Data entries

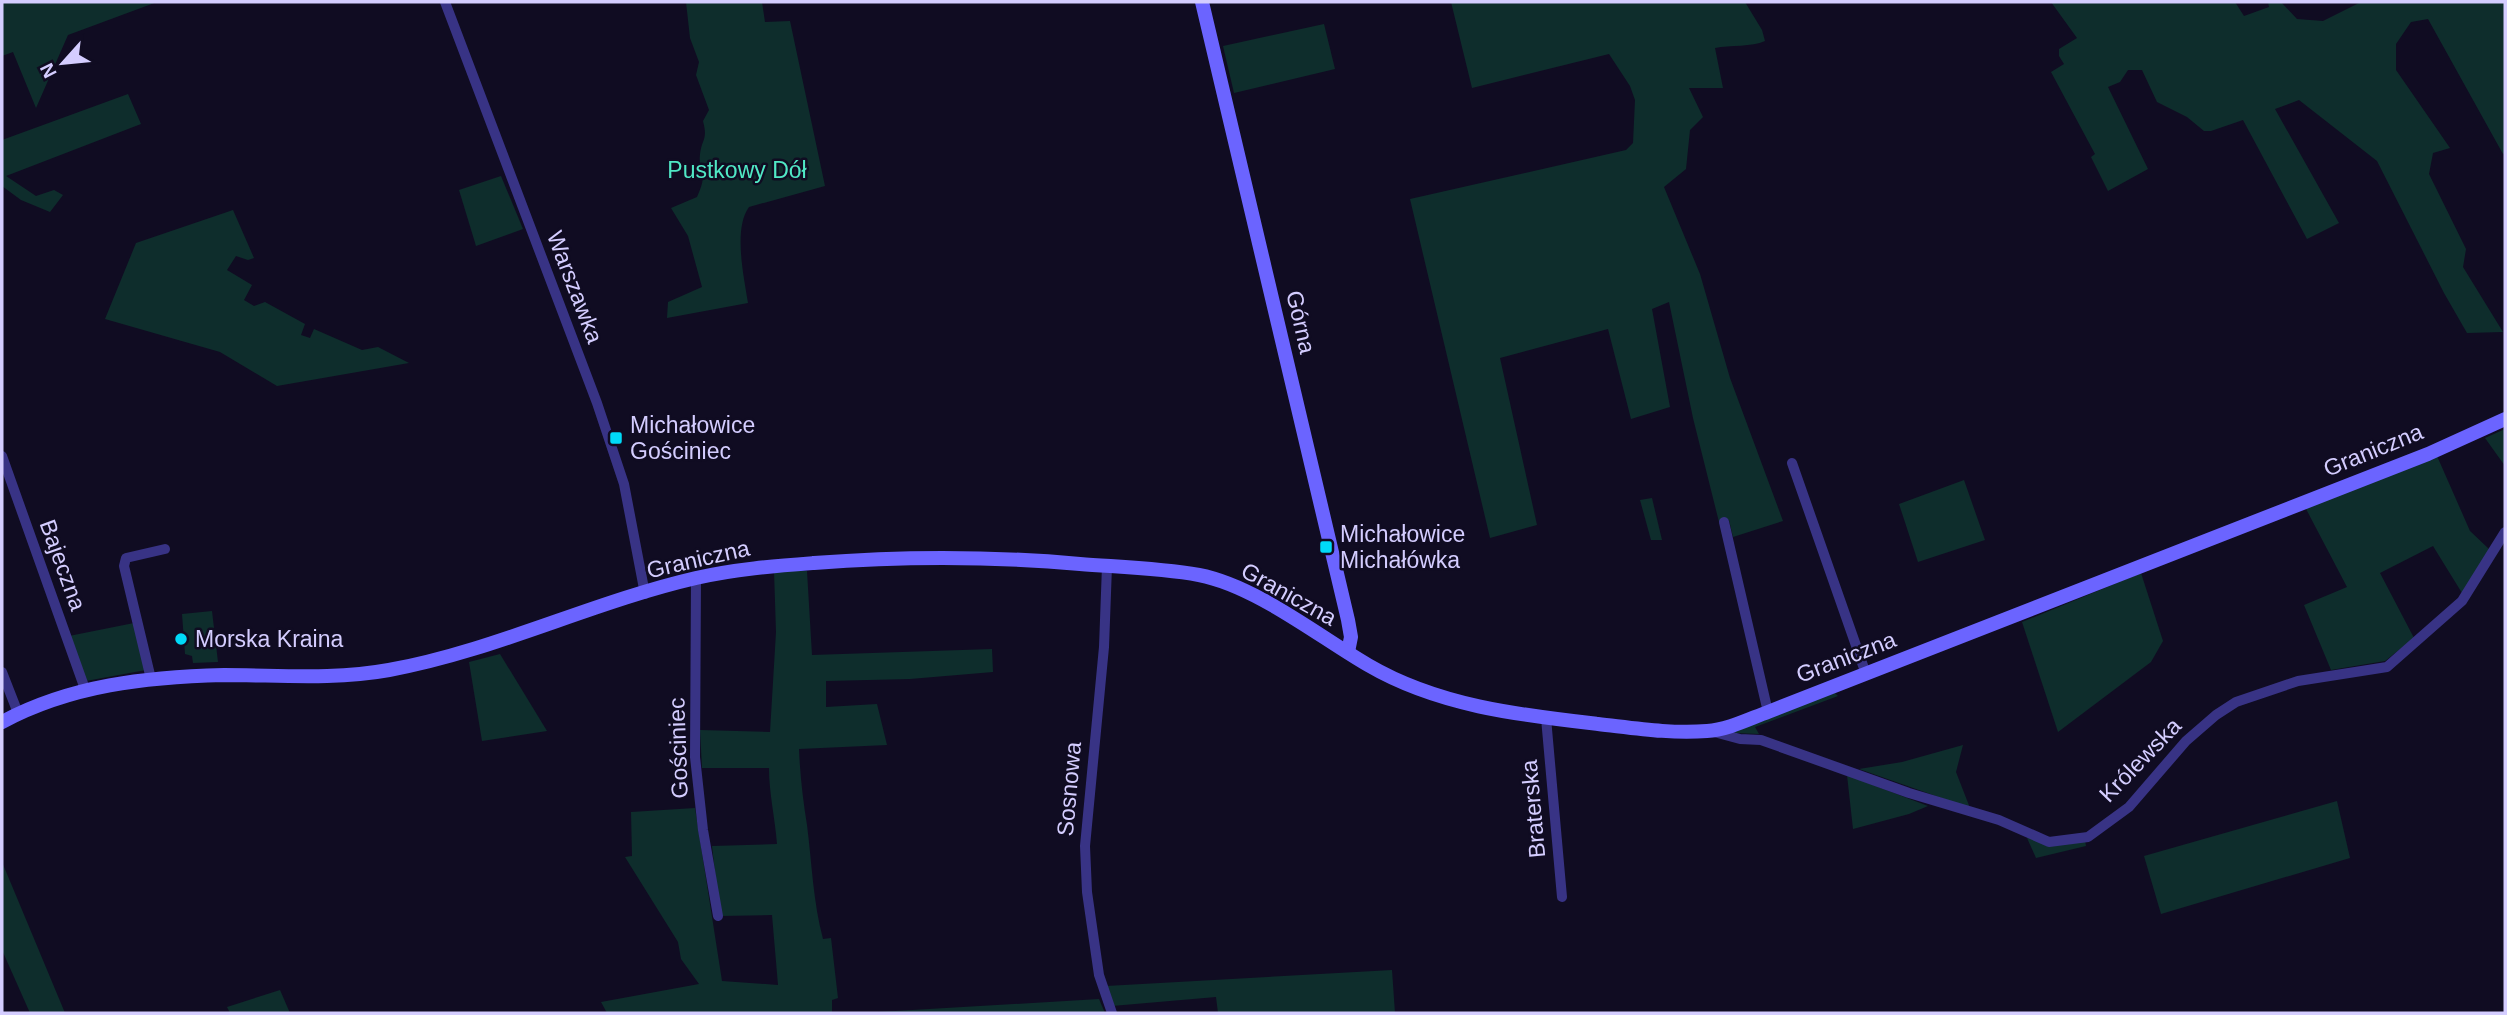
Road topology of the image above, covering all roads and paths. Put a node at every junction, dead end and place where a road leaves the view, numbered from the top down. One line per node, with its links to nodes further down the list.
1 (445, 2): 11 (street, Warszawka)
2 (1202, 2): 12 (street, Górna)
3 (2505, 419): 14 (street, Graniczna)
4 (2, 456): 16 (street, Bajeczna)
5 (1792, 463): 14 (street)
6 (1724, 523): 17 (street)
7 (2505, 532): 21 (street, Królewska)
8 (165, 549): 15 (street)
9 (1107, 566): 10 (street, Graniczna); 12 (street, Graniczna); 24 (street, Sosnowa)
10 (696, 578): 11 (street, Graniczna); 23 (street, Gościniec)
11 (645, 594): 15 (street, Graniczna)
12 (1348, 652): 19 (street, Graniczna)
13 (2, 672): 18 (street)
14 (1866, 674): 17 (street, Graniczna)
15 (151, 679): 16 (street, Graniczna)
16 (85, 689): 18 (street, Graniczna)
17 (1768, 712): 21 (street, Graniczna)
18 (18, 713): 20 (street, Graniczna)
19 (1546, 718): 21 (street, Graniczna); 22 (street, Braterska)
20 (2, 722)
21 (1711, 732)
22 (1562, 897)
23 (718, 916)
24 (1112, 1013)

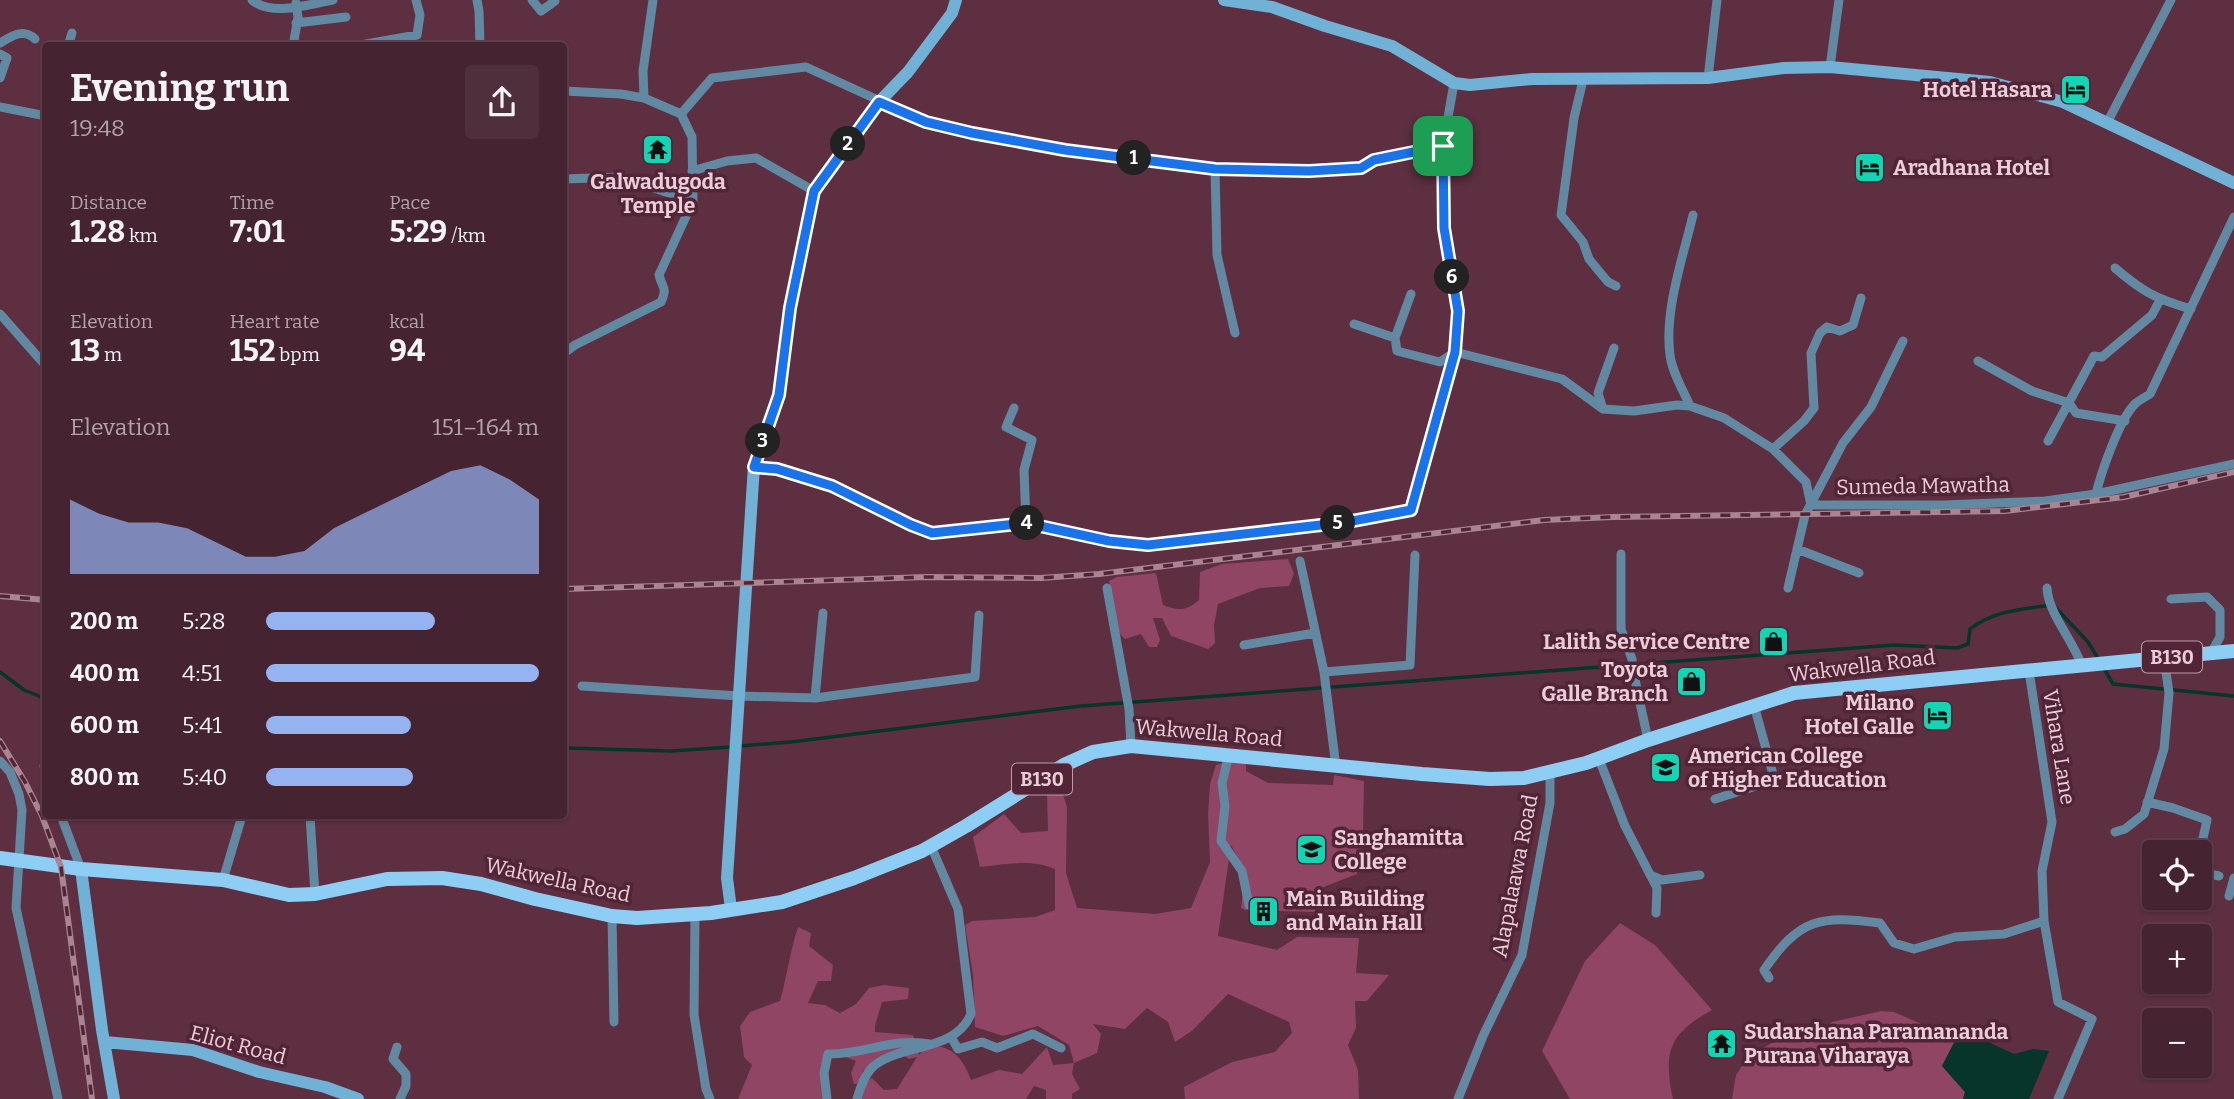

▸ EXERCISE
Word for word, restate the records shown above, minus the pictures.

▸ RESPONSE FOR THIS EXERCISE
Road topology of the image above, covering all roads and paths. Put a node at every junction, dead end and place where a road leaves the view, numbered from the top down. One line per node, with its links to nodes further down the list.
1 (445, 2): 11 (street, Warszawka)
2 (1202, 2): 12 (street, Górna)
3 (2505, 419): 14 (street, Graniczna)
4 (2, 456): 16 (street, Bajeczna)
5 (1792, 463): 14 (street)
6 (1724, 523): 17 (street)
7 (2505, 532): 21 (street, Królewska)
8 (165, 549): 15 (street)
9 (1107, 566): 10 (street, Graniczna); 12 (street, Graniczna); 24 (street, Sosnowa)
10 (696, 578): 11 (street, Graniczna); 23 (street, Gościniec)
11 (645, 594): 15 (street, Graniczna)
12 (1348, 652): 19 (street, Graniczna)
13 (2, 672): 18 (street)
14 (1866, 674): 17 (street, Graniczna)
15 (151, 679): 16 (street, Graniczna)
16 (85, 689): 18 (street, Graniczna)
17 (1768, 712): 21 (street, Graniczna)
18 (18, 713): 20 (street, Graniczna)
19 (1546, 718): 21 (street, Graniczna); 22 (street, Braterska)
20 (2, 722)
21 (1711, 732)
22 (1562, 897)
23 (718, 916)
24 (1112, 1013)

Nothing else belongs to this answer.